Exercise aim: How many of the lines below include "roads"? Give the number and no other words.

Extracted records:
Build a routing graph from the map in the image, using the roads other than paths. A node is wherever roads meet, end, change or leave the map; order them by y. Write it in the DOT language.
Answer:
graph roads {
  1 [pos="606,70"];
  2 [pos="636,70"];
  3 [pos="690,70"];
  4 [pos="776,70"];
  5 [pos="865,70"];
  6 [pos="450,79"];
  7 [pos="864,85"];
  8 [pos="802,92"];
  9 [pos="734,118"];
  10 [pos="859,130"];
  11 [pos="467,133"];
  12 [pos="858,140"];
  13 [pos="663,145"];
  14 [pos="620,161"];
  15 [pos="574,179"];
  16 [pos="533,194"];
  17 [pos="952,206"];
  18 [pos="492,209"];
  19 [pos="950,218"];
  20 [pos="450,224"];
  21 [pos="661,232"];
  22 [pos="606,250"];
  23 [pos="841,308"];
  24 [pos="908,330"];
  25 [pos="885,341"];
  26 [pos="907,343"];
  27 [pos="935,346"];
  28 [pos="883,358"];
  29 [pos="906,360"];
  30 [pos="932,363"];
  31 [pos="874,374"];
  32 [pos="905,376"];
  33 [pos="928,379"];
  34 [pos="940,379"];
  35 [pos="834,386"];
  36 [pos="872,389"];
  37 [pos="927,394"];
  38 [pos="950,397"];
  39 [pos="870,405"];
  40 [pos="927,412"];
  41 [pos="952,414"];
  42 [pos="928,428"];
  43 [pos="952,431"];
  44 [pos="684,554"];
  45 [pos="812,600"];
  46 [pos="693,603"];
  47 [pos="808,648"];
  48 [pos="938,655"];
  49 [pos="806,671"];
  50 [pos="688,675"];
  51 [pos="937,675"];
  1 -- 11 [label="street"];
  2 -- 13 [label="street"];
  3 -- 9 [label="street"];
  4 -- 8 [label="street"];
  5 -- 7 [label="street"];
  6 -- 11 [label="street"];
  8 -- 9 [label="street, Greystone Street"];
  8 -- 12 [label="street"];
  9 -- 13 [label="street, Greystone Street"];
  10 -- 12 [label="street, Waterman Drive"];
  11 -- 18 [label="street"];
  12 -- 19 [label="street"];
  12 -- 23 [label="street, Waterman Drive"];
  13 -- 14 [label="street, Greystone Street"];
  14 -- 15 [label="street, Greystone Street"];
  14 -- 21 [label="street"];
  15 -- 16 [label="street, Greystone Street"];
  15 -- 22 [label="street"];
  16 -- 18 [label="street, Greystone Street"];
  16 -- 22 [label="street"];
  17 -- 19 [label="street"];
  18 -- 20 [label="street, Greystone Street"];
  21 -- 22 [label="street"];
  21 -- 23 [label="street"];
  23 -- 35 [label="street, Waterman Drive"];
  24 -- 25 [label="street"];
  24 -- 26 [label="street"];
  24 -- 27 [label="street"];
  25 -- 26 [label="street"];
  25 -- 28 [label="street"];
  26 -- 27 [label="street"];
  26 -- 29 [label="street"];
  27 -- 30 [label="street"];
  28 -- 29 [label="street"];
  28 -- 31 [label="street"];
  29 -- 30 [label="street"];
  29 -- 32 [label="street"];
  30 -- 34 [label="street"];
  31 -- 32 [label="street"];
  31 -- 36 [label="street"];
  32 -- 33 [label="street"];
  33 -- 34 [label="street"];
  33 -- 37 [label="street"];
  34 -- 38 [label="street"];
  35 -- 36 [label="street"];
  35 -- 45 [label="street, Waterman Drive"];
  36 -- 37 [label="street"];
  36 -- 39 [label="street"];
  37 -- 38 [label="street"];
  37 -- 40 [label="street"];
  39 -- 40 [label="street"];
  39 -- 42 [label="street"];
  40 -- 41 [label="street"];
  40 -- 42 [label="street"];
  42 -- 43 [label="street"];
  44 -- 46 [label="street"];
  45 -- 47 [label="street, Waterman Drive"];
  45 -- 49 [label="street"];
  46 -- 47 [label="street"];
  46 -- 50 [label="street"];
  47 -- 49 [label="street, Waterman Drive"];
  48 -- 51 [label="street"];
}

Solution to the problem: 2